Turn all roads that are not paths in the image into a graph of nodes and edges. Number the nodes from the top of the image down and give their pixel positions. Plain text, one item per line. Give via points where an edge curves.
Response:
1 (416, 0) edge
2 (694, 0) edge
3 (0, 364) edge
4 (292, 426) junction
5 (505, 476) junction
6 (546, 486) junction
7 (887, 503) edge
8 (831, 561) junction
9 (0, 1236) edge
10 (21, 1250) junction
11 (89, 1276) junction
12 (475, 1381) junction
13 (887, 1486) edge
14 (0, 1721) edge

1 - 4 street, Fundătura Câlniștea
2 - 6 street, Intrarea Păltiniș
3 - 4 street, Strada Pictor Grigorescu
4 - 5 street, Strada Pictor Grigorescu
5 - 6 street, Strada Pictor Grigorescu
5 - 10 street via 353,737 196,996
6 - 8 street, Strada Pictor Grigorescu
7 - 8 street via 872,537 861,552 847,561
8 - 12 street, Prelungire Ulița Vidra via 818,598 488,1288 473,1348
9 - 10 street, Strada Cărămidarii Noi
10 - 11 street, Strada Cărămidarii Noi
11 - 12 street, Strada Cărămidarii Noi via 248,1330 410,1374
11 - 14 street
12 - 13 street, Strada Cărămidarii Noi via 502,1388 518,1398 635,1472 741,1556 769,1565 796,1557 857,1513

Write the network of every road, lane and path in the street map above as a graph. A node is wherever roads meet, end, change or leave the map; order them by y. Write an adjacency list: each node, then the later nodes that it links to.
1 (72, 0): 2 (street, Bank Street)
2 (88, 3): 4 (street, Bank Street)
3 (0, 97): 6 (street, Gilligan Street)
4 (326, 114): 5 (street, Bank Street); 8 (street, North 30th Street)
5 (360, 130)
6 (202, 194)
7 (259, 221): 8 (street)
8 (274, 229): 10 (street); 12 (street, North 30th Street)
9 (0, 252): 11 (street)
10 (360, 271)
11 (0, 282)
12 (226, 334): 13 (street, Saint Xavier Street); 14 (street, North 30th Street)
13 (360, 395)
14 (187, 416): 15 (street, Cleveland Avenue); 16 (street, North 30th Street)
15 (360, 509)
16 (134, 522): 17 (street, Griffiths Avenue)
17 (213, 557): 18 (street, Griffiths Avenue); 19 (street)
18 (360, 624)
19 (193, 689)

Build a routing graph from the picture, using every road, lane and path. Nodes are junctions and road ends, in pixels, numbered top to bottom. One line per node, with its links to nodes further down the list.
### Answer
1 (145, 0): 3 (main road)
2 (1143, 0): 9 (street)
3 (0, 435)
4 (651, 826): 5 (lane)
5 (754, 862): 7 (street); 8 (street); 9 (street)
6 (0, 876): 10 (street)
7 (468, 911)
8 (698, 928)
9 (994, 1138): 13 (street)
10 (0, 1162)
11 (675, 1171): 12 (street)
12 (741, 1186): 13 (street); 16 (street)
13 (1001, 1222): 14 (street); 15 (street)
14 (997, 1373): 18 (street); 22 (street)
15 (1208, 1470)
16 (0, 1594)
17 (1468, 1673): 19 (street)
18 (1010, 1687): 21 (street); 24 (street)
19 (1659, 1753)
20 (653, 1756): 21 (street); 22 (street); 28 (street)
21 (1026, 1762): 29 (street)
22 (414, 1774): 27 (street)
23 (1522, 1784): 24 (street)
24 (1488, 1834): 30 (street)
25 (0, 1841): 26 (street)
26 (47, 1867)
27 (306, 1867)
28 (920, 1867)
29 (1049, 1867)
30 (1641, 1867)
* * * * * * * * *
■ Exercise description: Write out the lines of the listing from the one with "Build a routing" to the very end, inclusive, exactly as they appear and with nothing added.

■ Task output:
Build a routing graph from the picture, using every road, lane and path. Nodes are junctions and road ends, in pixels, numbered top to bottom. One line per node, with its links to nodes further down the list.
### Answer
1 (145, 0): 3 (main road)
2 (1143, 0): 9 (street)
3 (0, 435)
4 (651, 826): 5 (lane)
5 (754, 862): 7 (street); 8 (street); 9 (street)
6 (0, 876): 10 (street)
7 (468, 911)
8 (698, 928)
9 (994, 1138): 13 (street)
10 (0, 1162)
11 (675, 1171): 12 (street)
12 (741, 1186): 13 (street); 16 (street)
13 (1001, 1222): 14 (street); 15 (street)
14 (997, 1373): 18 (street); 22 (street)
15 (1208, 1470)
16 (0, 1594)
17 (1468, 1673): 19 (street)
18 (1010, 1687): 21 (street); 24 (street)
19 (1659, 1753)
20 (653, 1756): 21 (street); 22 (street); 28 (street)
21 (1026, 1762): 29 (street)
22 (414, 1774): 27 (street)
23 (1522, 1784): 24 (street)
24 (1488, 1834): 30 (street)
25 (0, 1841): 26 (street)
26 (47, 1867)
27 (306, 1867)
28 (920, 1867)
29 (1049, 1867)
30 (1641, 1867)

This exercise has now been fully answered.